Having read the entries, repeat all of them exactly.

(INFORMATION SUPPLIED)

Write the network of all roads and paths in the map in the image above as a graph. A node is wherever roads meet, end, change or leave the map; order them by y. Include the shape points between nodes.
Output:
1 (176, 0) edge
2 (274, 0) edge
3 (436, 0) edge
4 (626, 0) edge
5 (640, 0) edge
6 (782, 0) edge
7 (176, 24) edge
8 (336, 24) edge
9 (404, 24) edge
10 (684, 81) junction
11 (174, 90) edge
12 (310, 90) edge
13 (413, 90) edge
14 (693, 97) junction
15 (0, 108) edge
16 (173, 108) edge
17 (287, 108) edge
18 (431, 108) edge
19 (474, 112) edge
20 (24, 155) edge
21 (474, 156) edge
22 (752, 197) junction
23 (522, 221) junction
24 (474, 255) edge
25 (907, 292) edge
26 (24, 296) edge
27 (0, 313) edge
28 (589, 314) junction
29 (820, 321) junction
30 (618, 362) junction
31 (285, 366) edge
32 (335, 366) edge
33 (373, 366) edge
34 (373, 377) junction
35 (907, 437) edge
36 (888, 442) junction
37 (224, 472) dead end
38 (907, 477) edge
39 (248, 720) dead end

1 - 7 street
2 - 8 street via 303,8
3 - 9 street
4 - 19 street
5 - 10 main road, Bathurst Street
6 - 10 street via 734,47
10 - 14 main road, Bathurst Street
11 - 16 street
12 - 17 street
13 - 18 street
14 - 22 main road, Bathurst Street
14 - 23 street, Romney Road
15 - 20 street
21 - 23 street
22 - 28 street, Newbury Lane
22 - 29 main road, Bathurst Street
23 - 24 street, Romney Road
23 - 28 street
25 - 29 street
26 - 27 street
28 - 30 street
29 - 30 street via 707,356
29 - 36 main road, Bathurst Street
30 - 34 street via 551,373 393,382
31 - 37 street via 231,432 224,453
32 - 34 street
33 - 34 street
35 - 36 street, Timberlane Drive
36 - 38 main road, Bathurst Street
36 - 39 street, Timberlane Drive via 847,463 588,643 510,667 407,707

(End INFORMATION SUPPLIED)

• _EXERCISE SOLUTION_:
Write the network of all roads and paths in the map in the image above as a graph. A node is wherever roads meet, end, change or leave the map; order them by y. Include the shape points between nodes.
Output:
1 (176, 0) edge
2 (274, 0) edge
3 (436, 0) edge
4 (626, 0) edge
5 (640, 0) edge
6 (782, 0) edge
7 (176, 24) edge
8 (336, 24) edge
9 (404, 24) edge
10 (684, 81) junction
11 (174, 90) edge
12 (310, 90) edge
13 (413, 90) edge
14 (693, 97) junction
15 (0, 108) edge
16 (173, 108) edge
17 (287, 108) edge
18 (431, 108) edge
19 (474, 112) edge
20 (24, 155) edge
21 (474, 156) edge
22 (752, 197) junction
23 (522, 221) junction
24 (474, 255) edge
25 (907, 292) edge
26 (24, 296) edge
27 (0, 313) edge
28 (589, 314) junction
29 (820, 321) junction
30 (618, 362) junction
31 (285, 366) edge
32 (335, 366) edge
33 (373, 366) edge
34 (373, 377) junction
35 (907, 437) edge
36 (888, 442) junction
37 (224, 472) dead end
38 (907, 477) edge
39 (248, 720) dead end

1 - 7 street
2 - 8 street via 303,8
3 - 9 street
4 - 19 street
5 - 10 main road, Bathurst Street
6 - 10 street via 734,47
10 - 14 main road, Bathurst Street
11 - 16 street
12 - 17 street
13 - 18 street
14 - 22 main road, Bathurst Street
14 - 23 street, Romney Road
15 - 20 street
21 - 23 street
22 - 28 street, Newbury Lane
22 - 29 main road, Bathurst Street
23 - 24 street, Romney Road
23 - 28 street
25 - 29 street
26 - 27 street
28 - 30 street
29 - 30 street via 707,356
29 - 36 main road, Bathurst Street
30 - 34 street via 551,373 393,382
31 - 37 street via 231,432 224,453
32 - 34 street
33 - 34 street
35 - 36 street, Timberlane Drive
36 - 38 main road, Bathurst Street
36 - 39 street, Timberlane Drive via 847,463 588,643 510,667 407,707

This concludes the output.